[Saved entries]
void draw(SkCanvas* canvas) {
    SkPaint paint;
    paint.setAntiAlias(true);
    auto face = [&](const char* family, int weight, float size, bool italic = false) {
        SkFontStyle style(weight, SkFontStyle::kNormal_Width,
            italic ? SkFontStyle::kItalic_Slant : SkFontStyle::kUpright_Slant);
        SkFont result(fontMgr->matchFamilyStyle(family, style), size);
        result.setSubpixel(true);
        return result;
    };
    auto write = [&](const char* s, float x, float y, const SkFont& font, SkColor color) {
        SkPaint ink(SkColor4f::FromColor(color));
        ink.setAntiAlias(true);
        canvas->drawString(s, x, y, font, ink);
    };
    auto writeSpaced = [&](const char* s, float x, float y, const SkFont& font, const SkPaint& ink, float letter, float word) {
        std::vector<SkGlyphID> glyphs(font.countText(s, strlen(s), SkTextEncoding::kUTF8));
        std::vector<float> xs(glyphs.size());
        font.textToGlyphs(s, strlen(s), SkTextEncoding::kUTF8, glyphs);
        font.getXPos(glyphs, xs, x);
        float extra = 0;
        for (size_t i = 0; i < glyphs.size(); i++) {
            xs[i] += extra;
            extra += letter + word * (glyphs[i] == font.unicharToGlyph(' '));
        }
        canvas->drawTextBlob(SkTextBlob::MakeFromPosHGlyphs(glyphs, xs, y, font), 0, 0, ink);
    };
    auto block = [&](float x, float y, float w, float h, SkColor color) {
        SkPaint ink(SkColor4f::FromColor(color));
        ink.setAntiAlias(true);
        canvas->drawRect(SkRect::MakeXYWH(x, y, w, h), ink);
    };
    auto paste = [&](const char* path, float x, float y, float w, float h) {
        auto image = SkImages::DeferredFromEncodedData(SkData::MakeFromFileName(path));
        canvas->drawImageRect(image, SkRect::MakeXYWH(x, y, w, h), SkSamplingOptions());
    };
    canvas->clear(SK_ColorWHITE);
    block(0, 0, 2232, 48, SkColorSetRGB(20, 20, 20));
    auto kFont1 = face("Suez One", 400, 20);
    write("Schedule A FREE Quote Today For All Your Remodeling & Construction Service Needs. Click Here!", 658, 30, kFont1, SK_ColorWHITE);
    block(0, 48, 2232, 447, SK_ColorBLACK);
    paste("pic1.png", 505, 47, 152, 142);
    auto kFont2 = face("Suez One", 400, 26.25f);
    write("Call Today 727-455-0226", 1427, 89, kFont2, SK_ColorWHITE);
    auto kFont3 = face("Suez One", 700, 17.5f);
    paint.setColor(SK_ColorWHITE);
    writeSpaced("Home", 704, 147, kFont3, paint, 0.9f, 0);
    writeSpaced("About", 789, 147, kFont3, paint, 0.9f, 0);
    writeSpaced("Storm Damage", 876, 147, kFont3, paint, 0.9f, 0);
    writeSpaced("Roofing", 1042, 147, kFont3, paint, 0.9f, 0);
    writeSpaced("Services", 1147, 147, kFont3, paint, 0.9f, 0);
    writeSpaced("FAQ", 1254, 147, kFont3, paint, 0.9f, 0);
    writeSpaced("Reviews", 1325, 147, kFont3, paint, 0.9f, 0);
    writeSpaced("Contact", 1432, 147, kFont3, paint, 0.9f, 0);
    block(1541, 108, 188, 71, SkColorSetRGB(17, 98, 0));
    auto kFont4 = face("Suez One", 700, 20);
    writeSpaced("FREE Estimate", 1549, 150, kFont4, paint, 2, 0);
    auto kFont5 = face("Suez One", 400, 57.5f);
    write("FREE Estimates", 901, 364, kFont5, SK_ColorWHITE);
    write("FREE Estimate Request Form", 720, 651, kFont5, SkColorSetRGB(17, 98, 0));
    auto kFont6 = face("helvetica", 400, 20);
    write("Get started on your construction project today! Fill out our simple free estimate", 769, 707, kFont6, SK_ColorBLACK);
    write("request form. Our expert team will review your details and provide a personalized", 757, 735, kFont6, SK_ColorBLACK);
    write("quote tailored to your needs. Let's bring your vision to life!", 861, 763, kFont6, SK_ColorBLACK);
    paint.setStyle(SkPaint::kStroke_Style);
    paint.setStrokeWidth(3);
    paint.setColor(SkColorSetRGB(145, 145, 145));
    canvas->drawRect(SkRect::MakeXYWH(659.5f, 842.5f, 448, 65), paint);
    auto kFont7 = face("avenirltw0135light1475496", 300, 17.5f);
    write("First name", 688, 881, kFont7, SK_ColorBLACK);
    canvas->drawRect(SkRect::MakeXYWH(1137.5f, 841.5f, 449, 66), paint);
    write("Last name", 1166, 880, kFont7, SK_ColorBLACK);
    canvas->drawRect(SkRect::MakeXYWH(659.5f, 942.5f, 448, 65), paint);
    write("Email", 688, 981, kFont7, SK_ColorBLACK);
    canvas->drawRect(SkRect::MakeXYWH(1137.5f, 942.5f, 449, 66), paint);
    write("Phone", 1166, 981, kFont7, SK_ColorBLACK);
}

__What the task requires__
What you write must be the entries restated word for word, from the opening line through the one holding "italic ? SkFontStyle::kItalic_Slant", with nothing else.

__Output for this task__
void draw(SkCanvas* canvas) {
    SkPaint paint;
    paint.setAntiAlias(true);
    auto face = [&](const char* family, int weight, float size, bool italic = false) {
        SkFontStyle style(weight, SkFontStyle::kNormal_Width,
            italic ? SkFontStyle::kItalic_Slant : SkFontStyle::kUpright_Slant);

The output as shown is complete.